→ **What is expected**
Copy every line in the records below that contains the word "Apple".

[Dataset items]
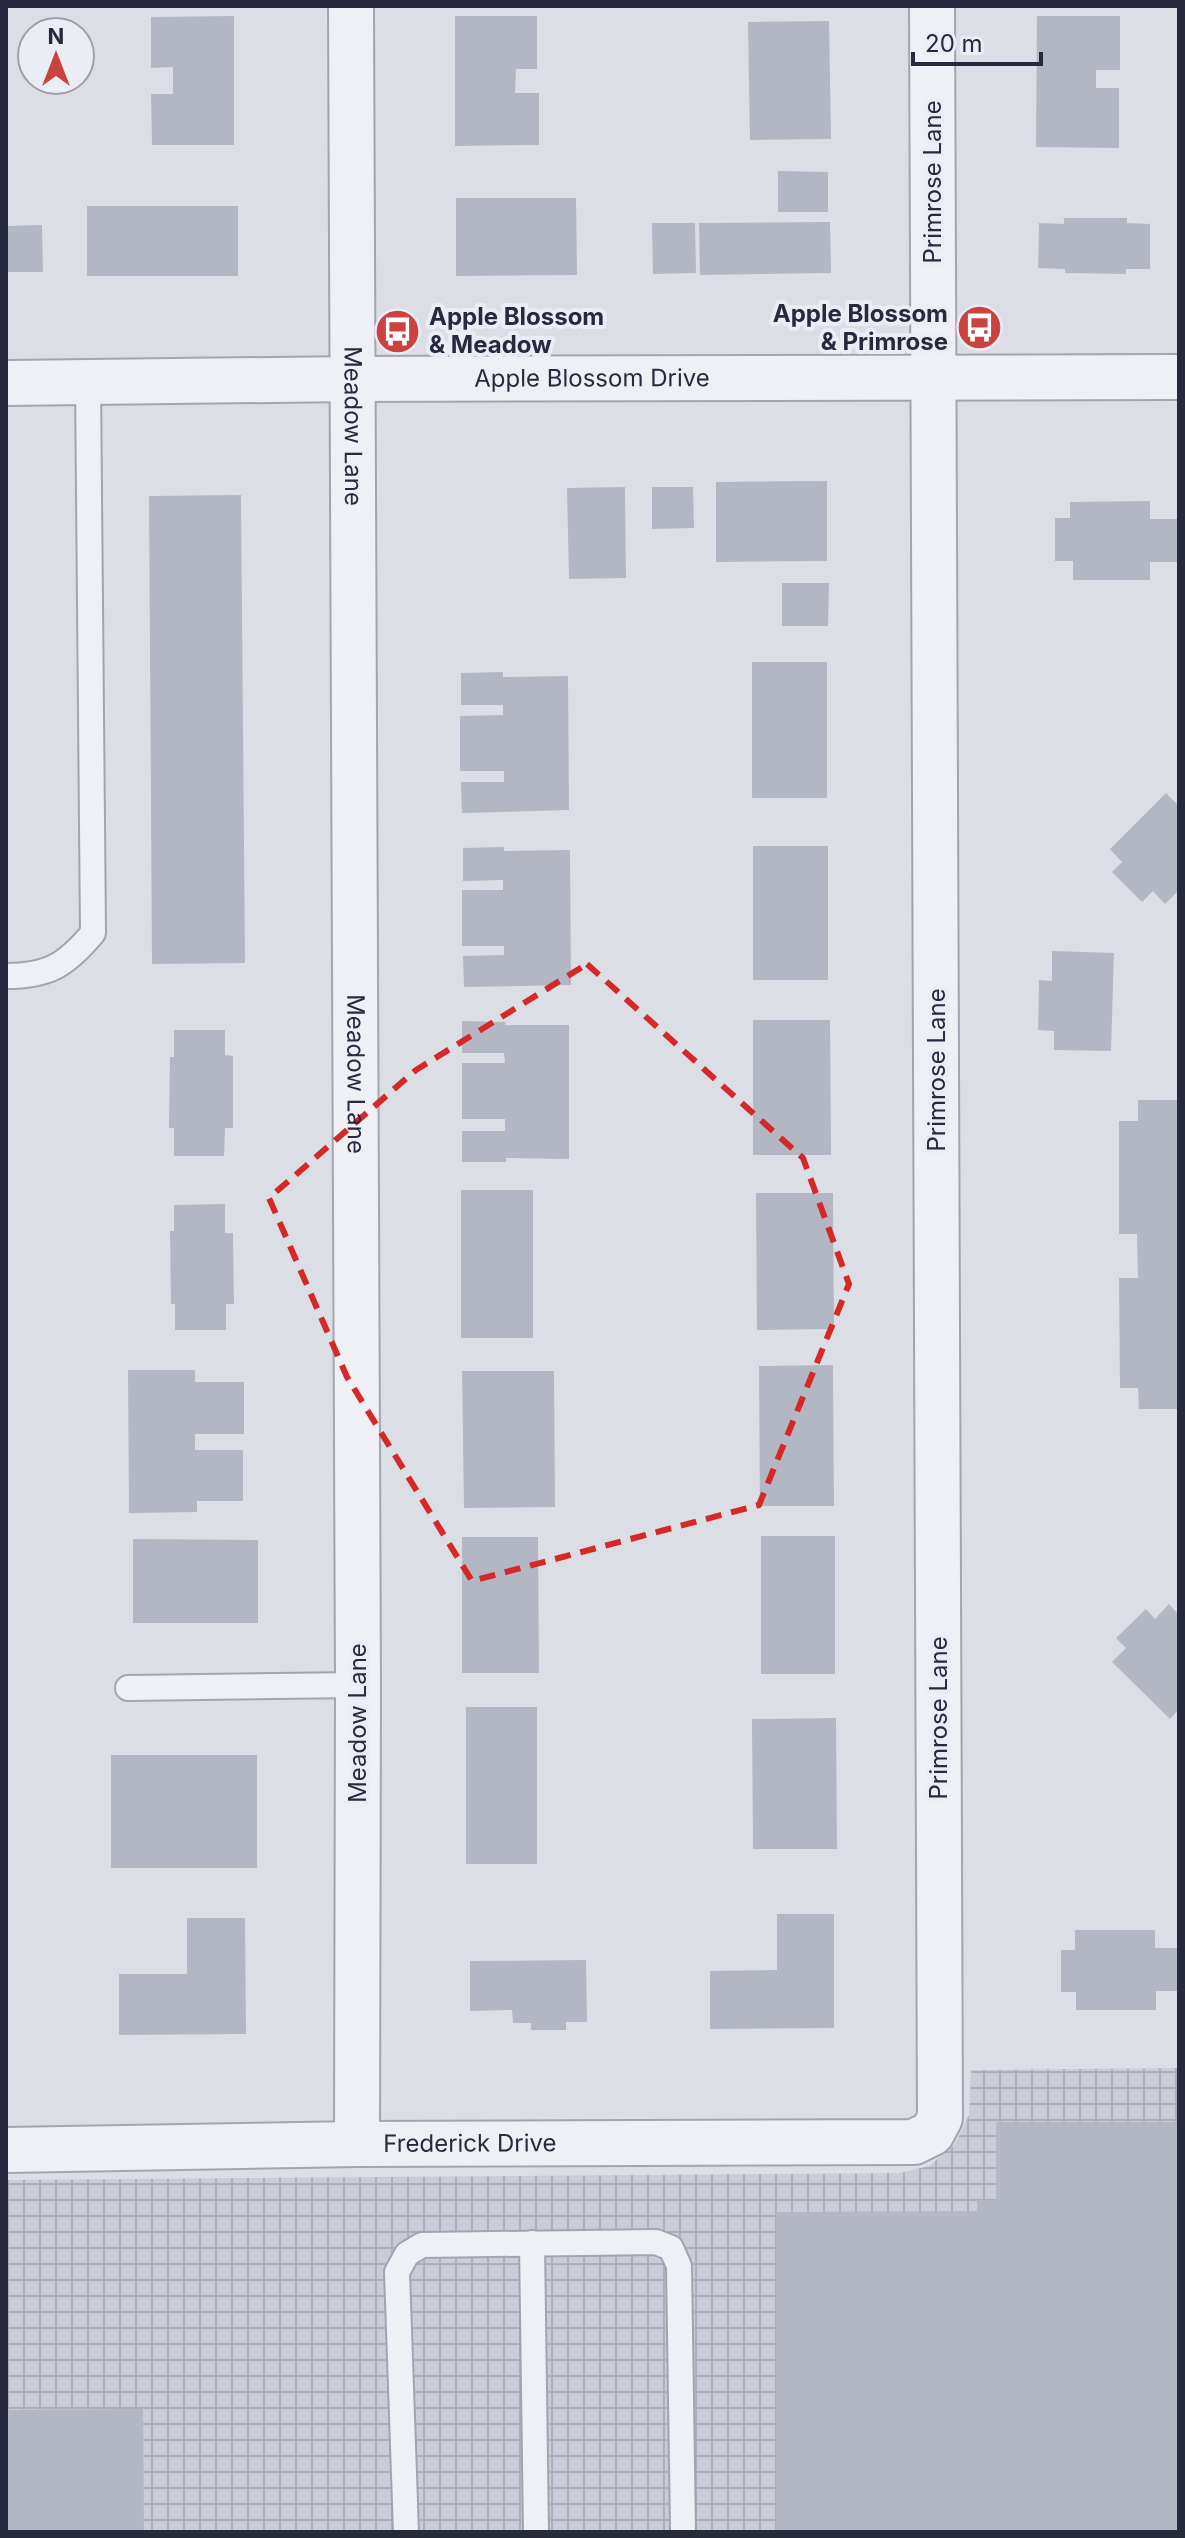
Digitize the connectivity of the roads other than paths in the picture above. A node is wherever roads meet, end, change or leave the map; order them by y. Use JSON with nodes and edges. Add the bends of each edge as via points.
{"nodes":[{"id":1,"x":351,"y":6,"type":"edge"},
{"id":2,"x":932,"y":6,"type":"edge"},
{"id":3,"x":1179,"y":377,"type":"edge"},
{"id":4,"x":934,"y":378,"type":"junction"},
{"id":5,"x":352,"y":379,"type":"junction"},
{"id":6,"x":88,"y":382,"type":"junction"},
{"id":7,"x":6,"y":383,"type":"edge"},
{"id":8,"x":6,"y":976,"type":"edge"},
{"id":9,"x":358,"y":1685,"type":"junction"},
{"id":10,"x":128,"y":1688,"type":"dead end"},
{"id":11,"x":932,"y":2133,"type":"joint"},
{"id":12,"x":357,"y":2144,"type":"junction"},
{"id":13,"x":6,"y":2150,"type":"edge"},
{"id":14,"x":532,"y":2243,"type":"junction"},
{"id":15,"x":406,"y":2532,"type":"edge"},
{"id":16,"x":536,"y":2532,"type":"edge"},
{"id":17,"x":683,"y":2532,"type":"edge"}],
"edges":[{"from":1,"to":5,"type":"street","name":"Meadow Lane"},
{"from":2,"to":4,"type":"street","name":"Primrose Lane"},
{"from":3,"to":4,"type":"street","name":"Apple Blossom Drive"},
{"from":4,"to":5,"type":"street","name":"Apple Blossom Drive"},
{"from":4,"to":11,"type":"street","name":"Primrose Lane","via":[[940,2118]]},
{"from":5,"to":6,"type":"street","name":"Apple Blossom Drive"},
{"from":5,"to":9,"type":"street","name":"Meadow Lane"},
{"from":6,"to":7,"type":"street","name":"Apple Blossom Drive"},
{"from":6,"to":8,"type":"lane","via":[[93,933],[77,953],[50,971]]},
{"from":9,"to":10,"type":"lane"},
{"from":9,"to":12,"type":"street","name":"Meadow Lane"},
{"from":11,"to":12,"type":"street","name":"Frederick Drive","via":[[914,2142]]},
{"from":12,"to":13,"type":"street","name":"Frederick Drive"},
{"from":14,"to":15,"type":"lane","via":[[422,2245],[407,2254],[397,2272]]},
{"from":14,"to":16,"type":"lane"},
{"from":14,"to":17,"type":"lane","via":[[656,2242],[671,2248],[679,2266]]}]}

→ **Solution to the exercise**
{"from":3,"to":4,"type":"street","name":"Apple Blossom Drive"},
{"from":4,"to":5,"type":"street","name":"Apple Blossom Drive"},
{"from":5,"to":6,"type":"street","name":"Apple Blossom Drive"},
{"from":6,"to":7,"type":"street","name":"Apple Blossom Drive"},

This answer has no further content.